*EXERCISE DESCRIPTION*:
Among the lines below, count those with "Merrill". Give the total alone.

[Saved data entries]
======

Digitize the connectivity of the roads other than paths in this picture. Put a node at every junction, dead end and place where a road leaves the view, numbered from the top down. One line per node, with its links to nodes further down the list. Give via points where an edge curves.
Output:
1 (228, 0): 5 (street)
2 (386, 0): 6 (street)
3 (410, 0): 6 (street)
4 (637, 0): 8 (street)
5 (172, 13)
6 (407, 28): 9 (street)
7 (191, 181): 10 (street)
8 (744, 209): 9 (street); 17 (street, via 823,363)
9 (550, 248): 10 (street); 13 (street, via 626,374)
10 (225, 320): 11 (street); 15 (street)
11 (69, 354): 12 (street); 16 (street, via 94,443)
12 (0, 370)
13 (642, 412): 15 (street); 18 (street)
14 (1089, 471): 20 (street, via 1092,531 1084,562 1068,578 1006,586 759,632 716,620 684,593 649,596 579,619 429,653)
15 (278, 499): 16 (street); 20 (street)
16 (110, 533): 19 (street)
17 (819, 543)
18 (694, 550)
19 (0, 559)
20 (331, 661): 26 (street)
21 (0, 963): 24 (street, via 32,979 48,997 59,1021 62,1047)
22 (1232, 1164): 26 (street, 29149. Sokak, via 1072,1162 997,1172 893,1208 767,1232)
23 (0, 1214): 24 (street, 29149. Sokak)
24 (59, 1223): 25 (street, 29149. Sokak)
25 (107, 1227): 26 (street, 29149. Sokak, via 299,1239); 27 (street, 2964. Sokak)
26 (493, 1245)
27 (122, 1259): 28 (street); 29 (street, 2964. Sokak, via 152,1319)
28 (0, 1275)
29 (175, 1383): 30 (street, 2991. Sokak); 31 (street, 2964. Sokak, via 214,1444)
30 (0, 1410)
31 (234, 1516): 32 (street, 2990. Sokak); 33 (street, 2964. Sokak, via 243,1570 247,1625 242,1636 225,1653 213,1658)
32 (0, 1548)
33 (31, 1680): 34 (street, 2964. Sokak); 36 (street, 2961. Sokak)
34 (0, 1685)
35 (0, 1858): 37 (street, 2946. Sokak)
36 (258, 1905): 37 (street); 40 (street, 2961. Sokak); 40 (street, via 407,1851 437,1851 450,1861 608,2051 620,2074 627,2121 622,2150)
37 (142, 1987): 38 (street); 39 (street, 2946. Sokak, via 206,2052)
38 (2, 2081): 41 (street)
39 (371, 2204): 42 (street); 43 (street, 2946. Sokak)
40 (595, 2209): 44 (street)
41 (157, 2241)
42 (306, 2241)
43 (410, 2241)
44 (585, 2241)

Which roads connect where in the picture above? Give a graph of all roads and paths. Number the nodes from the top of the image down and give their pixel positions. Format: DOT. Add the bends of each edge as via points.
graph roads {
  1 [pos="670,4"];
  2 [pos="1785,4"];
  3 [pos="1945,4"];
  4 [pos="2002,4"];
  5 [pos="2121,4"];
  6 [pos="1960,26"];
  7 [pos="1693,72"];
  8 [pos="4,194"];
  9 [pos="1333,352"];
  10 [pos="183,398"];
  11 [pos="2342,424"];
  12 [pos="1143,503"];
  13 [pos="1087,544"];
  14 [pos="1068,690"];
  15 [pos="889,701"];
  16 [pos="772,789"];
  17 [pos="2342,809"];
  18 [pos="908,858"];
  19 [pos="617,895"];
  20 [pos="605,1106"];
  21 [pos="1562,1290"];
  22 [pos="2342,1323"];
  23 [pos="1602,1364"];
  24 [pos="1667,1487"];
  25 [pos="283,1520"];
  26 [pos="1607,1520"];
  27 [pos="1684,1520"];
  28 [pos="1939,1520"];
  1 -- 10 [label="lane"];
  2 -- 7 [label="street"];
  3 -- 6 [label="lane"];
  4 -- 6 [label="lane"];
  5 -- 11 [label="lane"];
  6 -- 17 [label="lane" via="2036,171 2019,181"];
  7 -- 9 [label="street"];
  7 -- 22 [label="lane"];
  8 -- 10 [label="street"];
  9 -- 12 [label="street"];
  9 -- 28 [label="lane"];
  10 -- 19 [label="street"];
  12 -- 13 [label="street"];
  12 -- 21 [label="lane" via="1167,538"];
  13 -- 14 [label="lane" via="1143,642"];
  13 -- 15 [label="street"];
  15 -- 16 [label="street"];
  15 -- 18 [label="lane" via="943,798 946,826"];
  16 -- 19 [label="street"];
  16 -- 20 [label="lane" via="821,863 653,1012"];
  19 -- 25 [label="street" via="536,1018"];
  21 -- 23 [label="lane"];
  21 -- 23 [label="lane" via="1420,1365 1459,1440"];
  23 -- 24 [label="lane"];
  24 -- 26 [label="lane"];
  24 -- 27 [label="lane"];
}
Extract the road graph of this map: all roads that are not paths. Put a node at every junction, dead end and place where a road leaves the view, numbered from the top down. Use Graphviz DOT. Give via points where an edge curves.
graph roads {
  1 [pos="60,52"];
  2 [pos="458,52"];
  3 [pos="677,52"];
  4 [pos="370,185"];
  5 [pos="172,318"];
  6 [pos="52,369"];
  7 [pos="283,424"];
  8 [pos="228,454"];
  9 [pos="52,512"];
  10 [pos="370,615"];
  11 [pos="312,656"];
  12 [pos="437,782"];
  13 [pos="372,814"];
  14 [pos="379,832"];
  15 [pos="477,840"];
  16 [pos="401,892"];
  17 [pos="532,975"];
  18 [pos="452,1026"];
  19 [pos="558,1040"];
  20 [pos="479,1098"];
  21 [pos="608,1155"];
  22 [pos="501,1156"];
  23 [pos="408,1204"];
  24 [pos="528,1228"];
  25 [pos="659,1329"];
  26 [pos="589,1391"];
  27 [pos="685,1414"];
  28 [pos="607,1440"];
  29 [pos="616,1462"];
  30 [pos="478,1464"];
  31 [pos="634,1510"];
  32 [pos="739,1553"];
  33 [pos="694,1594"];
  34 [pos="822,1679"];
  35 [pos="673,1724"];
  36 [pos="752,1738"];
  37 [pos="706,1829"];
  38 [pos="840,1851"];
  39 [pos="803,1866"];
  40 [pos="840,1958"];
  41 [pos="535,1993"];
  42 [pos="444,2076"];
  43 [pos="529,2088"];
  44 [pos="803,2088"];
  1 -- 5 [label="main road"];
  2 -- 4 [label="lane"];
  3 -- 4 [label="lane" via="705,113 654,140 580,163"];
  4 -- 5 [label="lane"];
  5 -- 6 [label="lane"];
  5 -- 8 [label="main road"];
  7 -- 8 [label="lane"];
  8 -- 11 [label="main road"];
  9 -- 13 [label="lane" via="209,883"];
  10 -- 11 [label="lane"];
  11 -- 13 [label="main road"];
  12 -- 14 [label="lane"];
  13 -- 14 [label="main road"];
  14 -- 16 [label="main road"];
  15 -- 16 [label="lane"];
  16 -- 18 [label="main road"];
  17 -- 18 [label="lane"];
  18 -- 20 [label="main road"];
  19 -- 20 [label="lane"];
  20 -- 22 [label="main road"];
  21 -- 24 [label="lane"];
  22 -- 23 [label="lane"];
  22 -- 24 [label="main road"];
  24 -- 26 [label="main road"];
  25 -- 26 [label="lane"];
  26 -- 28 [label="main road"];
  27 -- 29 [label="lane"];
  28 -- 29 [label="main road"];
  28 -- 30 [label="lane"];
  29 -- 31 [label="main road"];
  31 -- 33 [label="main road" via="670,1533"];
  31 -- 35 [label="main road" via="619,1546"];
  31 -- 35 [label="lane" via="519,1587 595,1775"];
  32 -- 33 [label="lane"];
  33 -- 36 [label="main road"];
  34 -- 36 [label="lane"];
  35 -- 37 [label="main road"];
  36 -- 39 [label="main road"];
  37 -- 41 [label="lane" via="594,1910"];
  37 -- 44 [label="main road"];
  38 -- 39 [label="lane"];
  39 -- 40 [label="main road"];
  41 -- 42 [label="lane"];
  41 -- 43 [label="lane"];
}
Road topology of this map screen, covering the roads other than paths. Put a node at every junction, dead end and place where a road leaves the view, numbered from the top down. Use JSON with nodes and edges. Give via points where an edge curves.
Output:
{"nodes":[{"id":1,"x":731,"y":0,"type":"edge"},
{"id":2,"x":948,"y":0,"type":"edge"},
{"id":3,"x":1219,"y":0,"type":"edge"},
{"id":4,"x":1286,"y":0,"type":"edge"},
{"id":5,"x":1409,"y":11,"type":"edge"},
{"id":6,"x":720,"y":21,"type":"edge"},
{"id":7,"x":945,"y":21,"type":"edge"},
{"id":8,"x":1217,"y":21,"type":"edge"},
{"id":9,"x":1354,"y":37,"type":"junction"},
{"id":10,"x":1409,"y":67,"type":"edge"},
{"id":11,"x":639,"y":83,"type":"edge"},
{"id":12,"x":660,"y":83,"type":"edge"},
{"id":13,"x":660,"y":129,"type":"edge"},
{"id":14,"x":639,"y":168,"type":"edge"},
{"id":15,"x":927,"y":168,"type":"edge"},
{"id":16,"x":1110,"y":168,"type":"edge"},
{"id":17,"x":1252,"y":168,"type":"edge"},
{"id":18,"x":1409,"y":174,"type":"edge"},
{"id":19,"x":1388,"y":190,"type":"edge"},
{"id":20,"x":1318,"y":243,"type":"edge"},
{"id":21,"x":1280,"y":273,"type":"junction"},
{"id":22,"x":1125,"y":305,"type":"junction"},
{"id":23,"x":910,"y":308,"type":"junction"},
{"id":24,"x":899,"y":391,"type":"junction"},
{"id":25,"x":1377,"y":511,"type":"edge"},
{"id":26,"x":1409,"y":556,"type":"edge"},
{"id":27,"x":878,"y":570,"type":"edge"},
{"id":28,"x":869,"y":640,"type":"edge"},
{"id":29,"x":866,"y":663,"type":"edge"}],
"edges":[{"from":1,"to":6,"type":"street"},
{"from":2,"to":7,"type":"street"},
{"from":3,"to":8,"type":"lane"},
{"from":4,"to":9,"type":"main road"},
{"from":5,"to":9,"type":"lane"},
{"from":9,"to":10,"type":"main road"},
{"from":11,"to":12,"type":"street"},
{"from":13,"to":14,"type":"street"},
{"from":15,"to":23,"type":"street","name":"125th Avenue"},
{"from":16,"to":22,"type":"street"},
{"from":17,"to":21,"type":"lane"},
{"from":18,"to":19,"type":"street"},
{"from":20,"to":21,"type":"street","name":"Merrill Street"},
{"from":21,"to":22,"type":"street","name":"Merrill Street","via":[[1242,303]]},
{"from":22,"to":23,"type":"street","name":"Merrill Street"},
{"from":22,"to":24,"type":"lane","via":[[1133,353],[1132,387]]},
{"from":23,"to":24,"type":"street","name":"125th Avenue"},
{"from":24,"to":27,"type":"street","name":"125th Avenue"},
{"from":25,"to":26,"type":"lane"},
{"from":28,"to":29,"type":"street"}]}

======

*ANSWER SPACE*:
3